- _WHAT IS REQUIRED_
The sole answer should be the number of lines in the material below that hold "paths".
'''
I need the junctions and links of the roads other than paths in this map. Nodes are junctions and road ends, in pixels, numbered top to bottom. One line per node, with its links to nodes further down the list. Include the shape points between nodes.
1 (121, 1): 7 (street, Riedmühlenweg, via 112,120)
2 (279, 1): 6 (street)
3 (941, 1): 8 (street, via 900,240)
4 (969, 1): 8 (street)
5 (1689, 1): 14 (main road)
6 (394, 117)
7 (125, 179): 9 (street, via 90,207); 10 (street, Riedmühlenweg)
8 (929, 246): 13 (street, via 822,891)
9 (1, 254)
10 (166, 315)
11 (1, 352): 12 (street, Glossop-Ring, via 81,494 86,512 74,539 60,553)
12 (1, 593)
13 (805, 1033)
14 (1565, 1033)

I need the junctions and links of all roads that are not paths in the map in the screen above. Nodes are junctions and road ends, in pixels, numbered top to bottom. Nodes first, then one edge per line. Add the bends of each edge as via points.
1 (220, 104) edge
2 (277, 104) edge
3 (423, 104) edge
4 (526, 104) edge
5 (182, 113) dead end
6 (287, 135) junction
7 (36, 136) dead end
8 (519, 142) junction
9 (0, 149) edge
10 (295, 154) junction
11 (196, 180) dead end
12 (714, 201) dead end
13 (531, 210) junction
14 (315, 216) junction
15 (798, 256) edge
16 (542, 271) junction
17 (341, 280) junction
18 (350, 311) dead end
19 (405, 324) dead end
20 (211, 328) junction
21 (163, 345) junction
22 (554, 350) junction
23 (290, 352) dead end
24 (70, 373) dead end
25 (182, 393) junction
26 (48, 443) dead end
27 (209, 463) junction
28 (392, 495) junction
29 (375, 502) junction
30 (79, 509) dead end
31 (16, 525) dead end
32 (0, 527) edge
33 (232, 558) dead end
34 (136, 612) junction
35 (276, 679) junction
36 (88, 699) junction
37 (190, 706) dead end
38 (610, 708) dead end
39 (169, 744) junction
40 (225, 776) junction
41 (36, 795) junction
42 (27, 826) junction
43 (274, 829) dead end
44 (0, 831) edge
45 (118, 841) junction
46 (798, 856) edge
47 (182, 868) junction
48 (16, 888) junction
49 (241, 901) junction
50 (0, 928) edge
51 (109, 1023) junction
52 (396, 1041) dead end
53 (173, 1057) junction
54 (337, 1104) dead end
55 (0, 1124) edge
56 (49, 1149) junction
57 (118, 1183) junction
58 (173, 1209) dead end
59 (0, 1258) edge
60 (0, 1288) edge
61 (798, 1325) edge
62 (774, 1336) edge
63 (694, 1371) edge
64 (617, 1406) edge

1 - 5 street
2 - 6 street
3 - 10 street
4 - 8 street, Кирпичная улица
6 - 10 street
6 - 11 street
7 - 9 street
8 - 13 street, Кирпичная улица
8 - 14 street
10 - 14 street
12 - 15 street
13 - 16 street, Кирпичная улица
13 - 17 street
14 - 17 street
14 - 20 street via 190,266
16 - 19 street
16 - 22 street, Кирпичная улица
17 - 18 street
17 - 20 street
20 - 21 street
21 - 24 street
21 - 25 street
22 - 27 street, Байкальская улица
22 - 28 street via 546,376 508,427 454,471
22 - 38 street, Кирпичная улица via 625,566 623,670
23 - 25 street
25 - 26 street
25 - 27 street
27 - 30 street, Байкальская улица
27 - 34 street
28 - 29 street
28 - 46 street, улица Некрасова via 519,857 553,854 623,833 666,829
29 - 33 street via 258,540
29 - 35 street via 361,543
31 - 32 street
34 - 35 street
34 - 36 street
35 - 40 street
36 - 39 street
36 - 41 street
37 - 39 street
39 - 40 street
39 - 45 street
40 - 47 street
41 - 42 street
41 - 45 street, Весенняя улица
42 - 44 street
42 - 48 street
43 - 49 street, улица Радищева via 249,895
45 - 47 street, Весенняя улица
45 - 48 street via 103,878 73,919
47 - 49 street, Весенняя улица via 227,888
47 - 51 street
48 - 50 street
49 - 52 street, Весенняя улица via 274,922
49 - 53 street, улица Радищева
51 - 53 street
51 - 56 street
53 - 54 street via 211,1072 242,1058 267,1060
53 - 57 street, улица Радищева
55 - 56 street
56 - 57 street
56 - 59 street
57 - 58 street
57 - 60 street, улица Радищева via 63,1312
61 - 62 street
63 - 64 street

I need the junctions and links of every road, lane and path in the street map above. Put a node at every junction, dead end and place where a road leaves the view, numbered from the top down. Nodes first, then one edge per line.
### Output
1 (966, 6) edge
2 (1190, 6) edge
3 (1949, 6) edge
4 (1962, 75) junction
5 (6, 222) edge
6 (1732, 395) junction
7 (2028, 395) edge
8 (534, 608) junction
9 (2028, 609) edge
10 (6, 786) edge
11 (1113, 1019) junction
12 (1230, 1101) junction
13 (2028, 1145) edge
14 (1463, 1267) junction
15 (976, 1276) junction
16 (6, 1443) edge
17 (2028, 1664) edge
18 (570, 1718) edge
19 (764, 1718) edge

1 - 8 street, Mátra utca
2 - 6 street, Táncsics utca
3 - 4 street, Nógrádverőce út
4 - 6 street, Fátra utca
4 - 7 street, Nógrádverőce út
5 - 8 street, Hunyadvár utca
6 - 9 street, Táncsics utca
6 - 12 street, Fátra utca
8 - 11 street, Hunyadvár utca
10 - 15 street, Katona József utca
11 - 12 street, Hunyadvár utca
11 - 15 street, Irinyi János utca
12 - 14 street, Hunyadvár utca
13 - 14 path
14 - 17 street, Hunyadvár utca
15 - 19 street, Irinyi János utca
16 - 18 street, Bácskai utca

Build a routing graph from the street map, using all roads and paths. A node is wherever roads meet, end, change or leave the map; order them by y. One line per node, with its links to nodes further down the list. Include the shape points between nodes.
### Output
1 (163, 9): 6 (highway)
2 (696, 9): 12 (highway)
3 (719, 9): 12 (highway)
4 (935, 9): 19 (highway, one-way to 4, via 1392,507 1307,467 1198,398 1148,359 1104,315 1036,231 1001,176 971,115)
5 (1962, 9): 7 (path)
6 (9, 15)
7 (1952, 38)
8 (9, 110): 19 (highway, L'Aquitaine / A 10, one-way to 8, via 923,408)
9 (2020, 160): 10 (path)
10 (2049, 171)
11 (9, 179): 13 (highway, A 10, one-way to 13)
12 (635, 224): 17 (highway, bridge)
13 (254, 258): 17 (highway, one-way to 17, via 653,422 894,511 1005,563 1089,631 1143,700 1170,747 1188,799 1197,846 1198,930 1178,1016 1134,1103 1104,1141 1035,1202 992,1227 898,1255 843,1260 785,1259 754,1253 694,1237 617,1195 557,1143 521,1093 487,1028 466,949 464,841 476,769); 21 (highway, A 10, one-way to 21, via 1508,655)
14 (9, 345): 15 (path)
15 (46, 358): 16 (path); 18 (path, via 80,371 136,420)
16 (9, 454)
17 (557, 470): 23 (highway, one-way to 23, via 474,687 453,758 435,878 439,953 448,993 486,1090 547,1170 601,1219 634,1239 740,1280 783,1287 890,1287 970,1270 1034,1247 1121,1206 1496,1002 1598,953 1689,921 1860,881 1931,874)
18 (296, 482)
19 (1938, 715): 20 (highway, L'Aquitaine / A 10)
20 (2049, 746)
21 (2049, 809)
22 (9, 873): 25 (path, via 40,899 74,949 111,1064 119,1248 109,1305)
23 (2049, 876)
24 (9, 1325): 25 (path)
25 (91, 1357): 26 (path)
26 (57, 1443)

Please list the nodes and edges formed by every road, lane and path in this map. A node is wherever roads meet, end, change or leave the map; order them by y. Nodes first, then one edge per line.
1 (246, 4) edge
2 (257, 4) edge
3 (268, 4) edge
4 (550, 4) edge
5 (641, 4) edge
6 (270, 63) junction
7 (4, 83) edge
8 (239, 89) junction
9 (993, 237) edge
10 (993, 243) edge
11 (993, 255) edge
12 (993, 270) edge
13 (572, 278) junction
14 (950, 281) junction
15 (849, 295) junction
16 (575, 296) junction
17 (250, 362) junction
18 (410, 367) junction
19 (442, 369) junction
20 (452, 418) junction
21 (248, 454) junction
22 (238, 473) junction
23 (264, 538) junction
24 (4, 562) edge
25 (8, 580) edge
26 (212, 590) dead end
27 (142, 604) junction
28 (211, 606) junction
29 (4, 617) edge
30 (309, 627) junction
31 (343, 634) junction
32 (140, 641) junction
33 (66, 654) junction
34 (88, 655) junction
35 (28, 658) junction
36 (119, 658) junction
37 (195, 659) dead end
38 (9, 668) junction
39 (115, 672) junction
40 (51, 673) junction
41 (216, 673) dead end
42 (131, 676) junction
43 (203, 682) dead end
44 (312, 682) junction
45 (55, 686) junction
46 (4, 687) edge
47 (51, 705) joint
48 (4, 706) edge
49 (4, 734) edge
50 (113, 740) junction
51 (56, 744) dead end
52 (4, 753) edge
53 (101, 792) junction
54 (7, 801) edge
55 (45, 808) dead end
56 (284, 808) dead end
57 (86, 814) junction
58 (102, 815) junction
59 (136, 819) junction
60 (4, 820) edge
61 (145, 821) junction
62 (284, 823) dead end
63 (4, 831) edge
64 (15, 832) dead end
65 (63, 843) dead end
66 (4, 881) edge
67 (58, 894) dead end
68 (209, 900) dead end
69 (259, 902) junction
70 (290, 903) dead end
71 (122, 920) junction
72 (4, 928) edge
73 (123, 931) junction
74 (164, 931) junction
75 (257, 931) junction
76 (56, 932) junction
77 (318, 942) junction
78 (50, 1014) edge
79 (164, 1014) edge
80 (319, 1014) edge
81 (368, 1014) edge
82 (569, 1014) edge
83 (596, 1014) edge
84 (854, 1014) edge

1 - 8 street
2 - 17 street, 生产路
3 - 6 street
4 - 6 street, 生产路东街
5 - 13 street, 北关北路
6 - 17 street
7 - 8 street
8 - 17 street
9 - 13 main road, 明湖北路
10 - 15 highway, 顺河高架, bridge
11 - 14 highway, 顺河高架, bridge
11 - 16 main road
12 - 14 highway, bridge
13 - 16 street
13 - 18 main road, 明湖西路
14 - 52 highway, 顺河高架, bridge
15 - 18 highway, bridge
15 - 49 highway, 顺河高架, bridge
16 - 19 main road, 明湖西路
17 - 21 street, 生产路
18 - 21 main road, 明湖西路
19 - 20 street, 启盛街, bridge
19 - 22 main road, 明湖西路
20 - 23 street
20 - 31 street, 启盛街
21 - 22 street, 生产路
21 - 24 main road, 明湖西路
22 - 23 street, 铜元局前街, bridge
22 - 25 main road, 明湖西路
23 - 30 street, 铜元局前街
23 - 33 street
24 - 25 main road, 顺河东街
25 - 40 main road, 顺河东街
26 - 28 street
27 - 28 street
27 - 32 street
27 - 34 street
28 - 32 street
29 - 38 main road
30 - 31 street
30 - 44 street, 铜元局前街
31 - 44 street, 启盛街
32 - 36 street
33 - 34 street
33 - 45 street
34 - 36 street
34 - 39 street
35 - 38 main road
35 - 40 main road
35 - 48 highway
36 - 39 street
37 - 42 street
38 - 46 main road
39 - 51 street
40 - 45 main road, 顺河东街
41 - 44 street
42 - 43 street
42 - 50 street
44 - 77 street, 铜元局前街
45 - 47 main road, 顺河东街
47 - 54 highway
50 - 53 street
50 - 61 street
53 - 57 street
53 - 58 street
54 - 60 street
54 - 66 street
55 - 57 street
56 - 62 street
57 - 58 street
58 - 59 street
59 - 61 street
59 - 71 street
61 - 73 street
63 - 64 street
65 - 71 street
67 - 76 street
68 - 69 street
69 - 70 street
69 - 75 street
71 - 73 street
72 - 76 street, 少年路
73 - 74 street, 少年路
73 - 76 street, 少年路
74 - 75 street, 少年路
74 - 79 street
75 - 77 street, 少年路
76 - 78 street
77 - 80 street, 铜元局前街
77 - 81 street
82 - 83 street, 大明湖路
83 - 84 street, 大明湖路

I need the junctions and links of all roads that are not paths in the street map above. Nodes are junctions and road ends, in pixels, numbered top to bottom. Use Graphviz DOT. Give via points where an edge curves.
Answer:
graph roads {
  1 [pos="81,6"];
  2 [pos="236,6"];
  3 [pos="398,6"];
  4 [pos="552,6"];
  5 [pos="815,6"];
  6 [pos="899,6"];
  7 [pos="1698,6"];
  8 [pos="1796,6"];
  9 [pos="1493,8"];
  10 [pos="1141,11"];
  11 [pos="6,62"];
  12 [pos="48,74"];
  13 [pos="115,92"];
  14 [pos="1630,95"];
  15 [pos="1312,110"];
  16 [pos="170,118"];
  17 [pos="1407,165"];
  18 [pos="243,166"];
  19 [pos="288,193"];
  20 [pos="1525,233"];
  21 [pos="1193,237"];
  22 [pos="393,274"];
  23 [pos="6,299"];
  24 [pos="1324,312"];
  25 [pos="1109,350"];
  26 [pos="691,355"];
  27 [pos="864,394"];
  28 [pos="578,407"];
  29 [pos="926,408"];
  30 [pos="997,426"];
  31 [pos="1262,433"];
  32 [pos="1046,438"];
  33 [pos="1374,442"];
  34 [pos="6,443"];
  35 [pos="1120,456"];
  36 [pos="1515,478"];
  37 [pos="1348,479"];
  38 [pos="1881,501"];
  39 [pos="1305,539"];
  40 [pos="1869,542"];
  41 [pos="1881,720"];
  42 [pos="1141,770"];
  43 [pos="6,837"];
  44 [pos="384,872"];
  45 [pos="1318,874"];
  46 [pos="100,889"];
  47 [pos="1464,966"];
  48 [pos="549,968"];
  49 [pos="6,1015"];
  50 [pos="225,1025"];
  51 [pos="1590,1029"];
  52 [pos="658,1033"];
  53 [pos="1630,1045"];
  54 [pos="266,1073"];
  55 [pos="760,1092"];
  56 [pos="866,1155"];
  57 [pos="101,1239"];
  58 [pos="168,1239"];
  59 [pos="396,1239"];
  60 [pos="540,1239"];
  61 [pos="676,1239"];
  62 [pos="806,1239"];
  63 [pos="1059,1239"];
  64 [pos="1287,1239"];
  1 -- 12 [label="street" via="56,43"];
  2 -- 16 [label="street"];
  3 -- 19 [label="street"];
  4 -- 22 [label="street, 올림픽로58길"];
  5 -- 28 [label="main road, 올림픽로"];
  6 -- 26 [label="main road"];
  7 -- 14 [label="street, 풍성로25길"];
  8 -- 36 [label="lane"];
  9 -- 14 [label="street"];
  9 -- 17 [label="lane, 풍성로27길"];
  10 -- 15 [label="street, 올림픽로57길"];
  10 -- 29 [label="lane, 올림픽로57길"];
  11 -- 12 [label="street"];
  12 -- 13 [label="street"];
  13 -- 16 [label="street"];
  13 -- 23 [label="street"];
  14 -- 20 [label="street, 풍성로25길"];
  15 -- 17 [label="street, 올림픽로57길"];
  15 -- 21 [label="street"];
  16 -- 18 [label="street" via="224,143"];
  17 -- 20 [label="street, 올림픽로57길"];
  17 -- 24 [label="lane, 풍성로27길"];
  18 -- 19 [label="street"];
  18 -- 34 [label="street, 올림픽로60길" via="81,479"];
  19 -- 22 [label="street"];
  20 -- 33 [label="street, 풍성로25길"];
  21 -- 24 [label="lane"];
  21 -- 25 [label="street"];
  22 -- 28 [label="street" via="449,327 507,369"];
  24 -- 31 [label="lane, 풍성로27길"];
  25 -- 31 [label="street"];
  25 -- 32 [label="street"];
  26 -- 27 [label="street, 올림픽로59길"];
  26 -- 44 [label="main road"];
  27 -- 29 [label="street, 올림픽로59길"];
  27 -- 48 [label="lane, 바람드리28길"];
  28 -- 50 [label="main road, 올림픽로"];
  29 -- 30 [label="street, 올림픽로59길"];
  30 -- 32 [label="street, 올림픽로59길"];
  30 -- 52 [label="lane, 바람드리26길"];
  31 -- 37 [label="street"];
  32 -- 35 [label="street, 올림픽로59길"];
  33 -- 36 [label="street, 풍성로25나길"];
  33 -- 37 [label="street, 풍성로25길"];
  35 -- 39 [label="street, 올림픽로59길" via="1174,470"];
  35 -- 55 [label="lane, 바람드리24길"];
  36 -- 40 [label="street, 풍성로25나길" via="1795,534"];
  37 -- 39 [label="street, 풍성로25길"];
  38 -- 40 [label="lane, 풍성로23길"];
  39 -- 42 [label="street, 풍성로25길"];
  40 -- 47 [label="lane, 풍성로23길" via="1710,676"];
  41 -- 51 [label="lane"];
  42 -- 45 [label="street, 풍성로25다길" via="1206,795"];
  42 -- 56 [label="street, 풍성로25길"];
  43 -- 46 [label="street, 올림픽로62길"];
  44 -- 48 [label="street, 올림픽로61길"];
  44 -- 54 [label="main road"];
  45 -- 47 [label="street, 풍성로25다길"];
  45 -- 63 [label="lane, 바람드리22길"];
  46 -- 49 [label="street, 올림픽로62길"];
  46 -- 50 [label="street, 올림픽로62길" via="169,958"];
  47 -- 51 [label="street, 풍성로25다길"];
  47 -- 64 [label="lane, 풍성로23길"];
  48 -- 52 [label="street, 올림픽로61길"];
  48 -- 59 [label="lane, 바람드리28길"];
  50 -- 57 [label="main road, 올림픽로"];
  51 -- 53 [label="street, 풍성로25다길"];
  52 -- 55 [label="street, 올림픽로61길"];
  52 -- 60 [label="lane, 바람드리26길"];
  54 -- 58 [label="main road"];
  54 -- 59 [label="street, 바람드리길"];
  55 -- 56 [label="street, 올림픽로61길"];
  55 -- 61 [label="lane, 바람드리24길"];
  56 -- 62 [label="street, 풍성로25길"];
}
'''
- _ANSWER AREA_
4